Yours for the cause of Peace and Brotherhood,

M. L. King, Jr.


Jesus, Martin and so many others are calling us to practice what is known in Judaism as Tikkun Olam --- we are to become repairers of the world --- through social justice.


And then, in the second text I asked you to read this week, Paul in his letter to the Church at Corinth identifies what is the biggest stumbling block to our joining in becoming repairs of the world.


1 Corinthians 1:18-25    NRSV

For the message about the cross is foolishness to those who are perishing, but to us who are being saved it is the power of God. For it is written,


“I will destroy the wisdom of the wise,

    and the discernment of the discerning I will thwart.”


Where is the one who is wise? Where is the scribe? Where is the debater of this age?
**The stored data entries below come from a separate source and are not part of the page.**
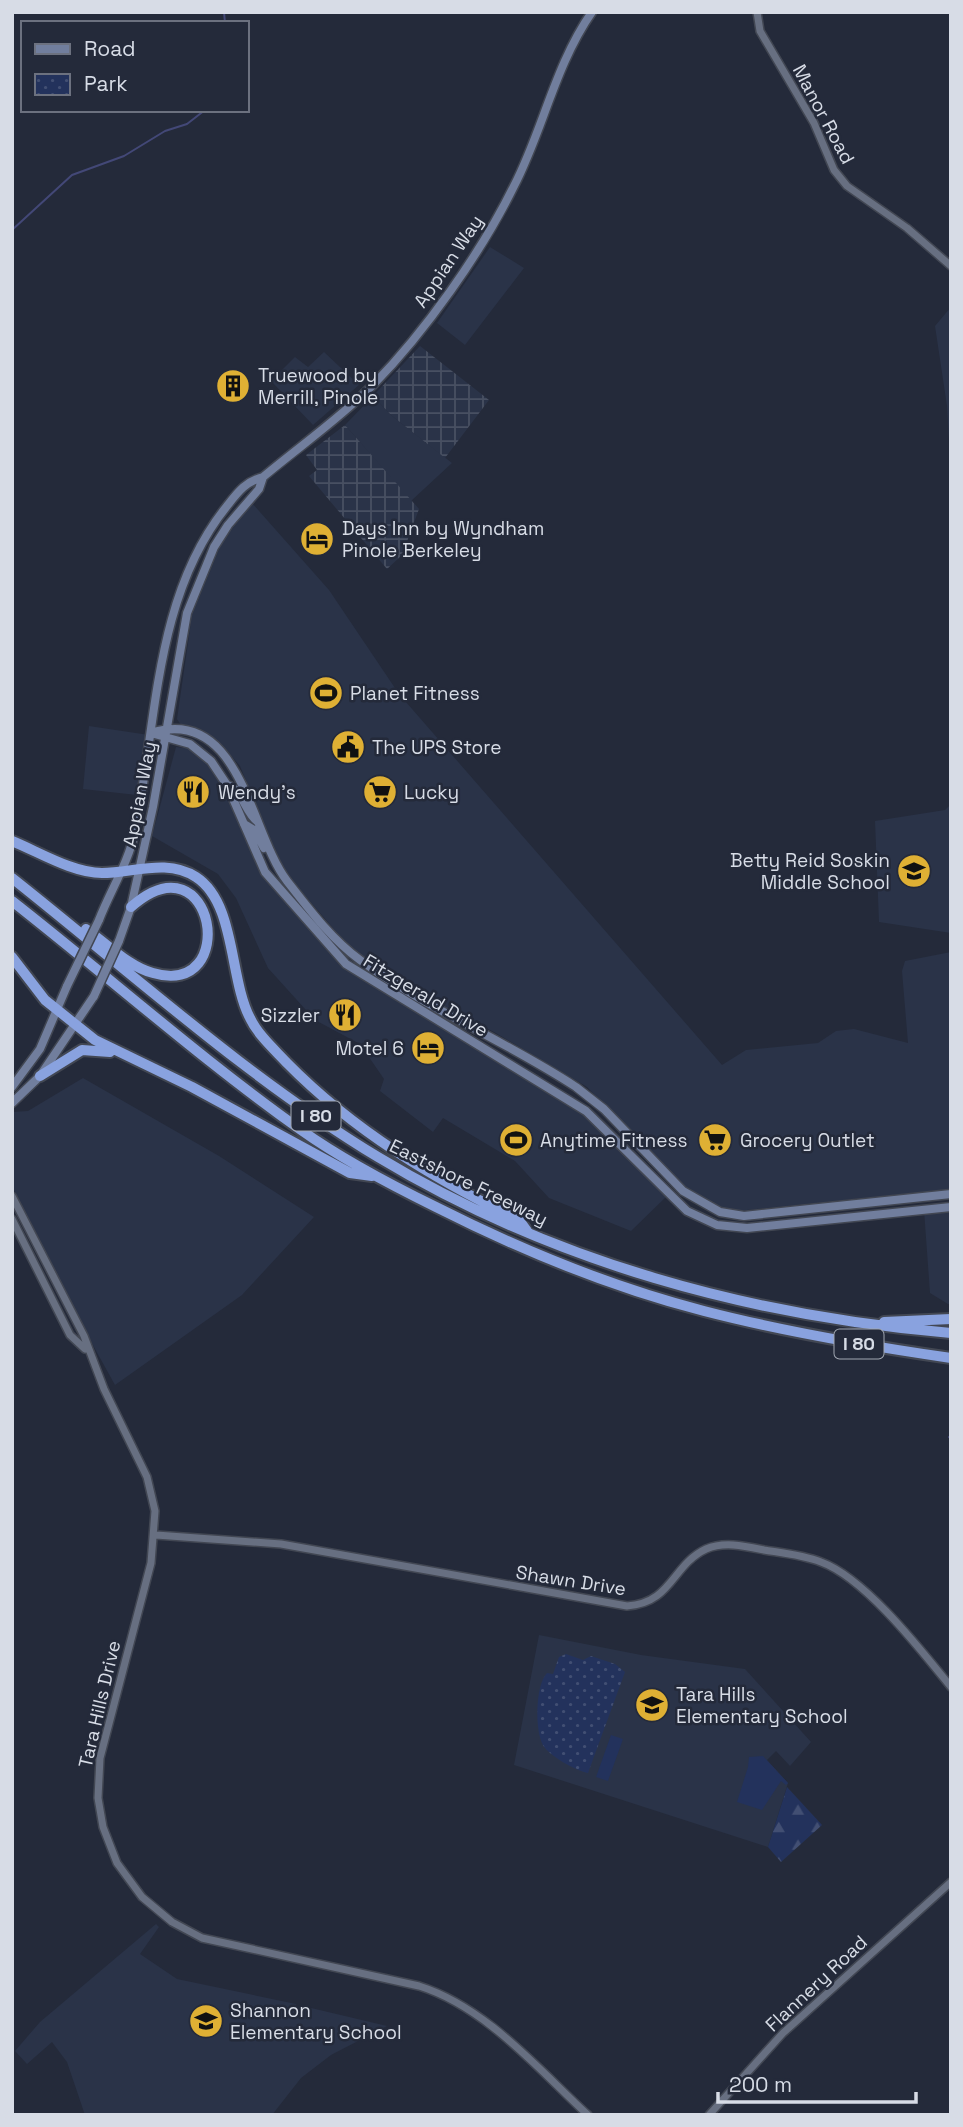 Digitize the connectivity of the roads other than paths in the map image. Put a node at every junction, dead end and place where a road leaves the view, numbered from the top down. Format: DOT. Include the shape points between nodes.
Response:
graph roads {
  1 [pos="592,12"];
  2 [pos="757,12"];
  3 [pos="951,266"];
  4 [pos="263,477"];
  5 [pos="168,727"];
  6 [pos="151,733"];
  7 [pos="165,739"];
  8 [pos="227,785"];
  9 [pos="258,822"];
  10 [pos="244,824"];
  11 [pos="12,841"];
  12 [pos="273,858"];
  13 [pos="141,867"];
  14 [pos="120,870"];
  15 [pos="12,878"];
  16 [pos="36,897"];
  17 [pos="12,901"];
  18 [pos="131,907"];
  19 [pos="12,957"];
  20 [pos="55,1010"];
  21 [pos="75,1026"];
  22 [pos="137,1059"];
  23 [pos="40,1076"];
  24 [pos="12,1087"];
  25 [pos="12,1103"];
  26 [pos="375,1176"];
  27 [pos="951,1194"];
  28 [pos="12,1196"];
  29 [pos="951,1208"];
  30 [pos="12,1219"];
  31 [pos="529,1233"];
  32 [pos="951,1319"];
  33 [pos="860,1323"];
  34 [pos="951,1333"];
  35 [pos="87,1350"];
  36 [pos="951,1358"];
  37 [pos="156,1535"];
  38 [pos="951,1687"];
  39 [pos="951,1882"];
  40 [pos="588,2115"];
  41 [pos="709,2115"];
  1 -- 4 [label="main road, Appian Way" via="555,84 506,202 432,315 373,385"];
  2 -- 3 [label="street, Manor Road" via="760,31 846,186 897,220"];
  4 -- 5 [label="main road, Appian Way" via="259,489 221,536 194,591"];
  4 -- 6 [label="main road, Appian Way" via="248,482 219,516 186,575 173,615"];
  5 -- 6 [label="main road"];
  5 -- 7 [label="main road, Appian Way"];
  5 -- 9 [label="main road, Fitzgerald Drive" via="194,734 220,750 241,779"];
  6 -- 7 [label="main road, Fitzgerald Drive"];
  6 -- 14 [label="main road, Appian Way" via="135,834"];
  7 -- 8 [label="main road, Fitzgerald Drive" via="201,751"];
  7 -- 13 [label="main road, Appian Way"];
  8 -- 9 [label="main road" via="238,792 248,814"];
  8 -- 10 [label="main road, Fitzgerald Drive"];
  9 -- 12 [label="main road, Fitzgerald Drive"];
  10 -- 12 [label="main road" via="250,825"];
  10 -- 29 [label="main road, Fitzgerald Drive" via="273,884 346,964 579,1105 674,1200 702,1219 747,1228"];
  11 -- 14 [label="highway" via="76,867 101,873"];
  12 -- 27 [label="main road, Fitzgerald Drive" via="299,896 359,959 576,1087 604,1109 683,1191 707,1208 744,1216"];
  13 -- 14 [label="highway"];
  13 -- 18 [label="main road, Appian Way"];
  13 -- 31 [label="highway" via="184,872 207,886 223,918 250,1020 299,1075 380,1141 438,1180 519,1220"];
  14 -- 20 [label="main road, Appian Way, bridge"];
  15 -- 16 [label="highway, Eastshore Freeway / I 80"];
  16 -- 18 [label="highway" via="148,972 171,975 194,967 206,950 210,930 197,900 185,891 157,890"];
  16 -- 31 [label="highway, Eastshore Freeway / I 80" via="236,1059 377,1157 451,1198"];
  17 -- 26 [label="highway, Eastshore Freeway / I 80" via="302,1131"];
  18 -- 21 [label="main road, Appian Way, bridge" via="94,996"];
  19 -- 20 [label="highway"];
  20 -- 21 [label="highway"];
  20 -- 24 [label="main road, Appian Way" via="34,1060"];
  21 -- 22 [label="highway"];
  21 -- 23 [label="main road, Appian Way"];
  22 -- 23 [label="highway" via="82,1050"];
  22 -- 26 [label="highway" via="350,1173"];
  23 -- 25 [label="main road, Appian Way"];
  26 -- 36 [label="highway, Eastshore Freeway / I 80" via="488,1233 623,1287 768,1326"];
  28 -- 35 [label="street, Tara Hills Drive"];
  30 -- 35 [label="street, Tara Hills Drive" via="70,1335"];
  31 -- 33 [label="highway, Eastshore Freeway / I 80" via="629,1272 705,1294"];
  32 -- 33 [label="highway"];
  33 -- 34 [label="highway, Eastshore Freeway / I 80"];
  35 -- 37 [label="street, Tara Hills Drive" via="147,1477"];
  37 -- 38 [label="street, Shawn Drive" via="281,1544 627,1606 645,1603 666,1590 686,1564 706,1549 733,1545 770,1551 822,1562 850,1577"];
  37 -- 40 [label="street, Tara Hills Drive" via="98,1770 103,1827 129,1882 160,1914 202,1938 419,1986 452,1999"];
  39 -- 41 [label="street, Flannery Road" via="783,2033"];
}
Has not God made foolish the wisdom of the world? For since, in the wisdom of God, the world did not know God through wisdom, God decided, through the foolishness of our proclamation, to save those who believe. For Jews demand signs and Greeks desire wisdom, but we proclaim Christ crucified, a stumbling block to Jews and foolishness to Gentiles, but to those who are the called, both Jews and Greeks, Christ the power of God and the wisdom of God. For God’s foolishness is wiser than human wisdom, and God’s weakness is stronger than human strength.


The biggest stumbling block to us following Jesus isn’t the resurrection.

We kinda get that.


The biggest stumbling block is the CROSS


How can the cross represent redemption?


It is a symbol of humiliation

Of degradation

Of the state exerting influence over the lowly and oppressed


Of course, it is a stumbling block.

Of course, it is foolishness.


How can anyone believe in a messiah who is subjected to the electric chair?

To the hangman’s noose

Or to the cross?


In the Hebrew bible we read

“anyone hung on a tree is under God’s curse” (Deuteronomy 21:23)


Paul reminds us --- that is only through this crucified Jesus that we can join with God in repairing the world in Tikkun Olam.


“we proclaim Christ crucified, a stumbling block to Jews and foolishness to Gentiles, but to those who are the called, both Jews and Greeks, Christ the power of God and the wisdom of God.”


The Good News is --- you are invited to join in this crazy, upside down vision of the world.


And when we decided to follow --- then --- and only then --- can we experience the power of the resurrection.


Again and Again --- we are invited to follow the way of Jesus.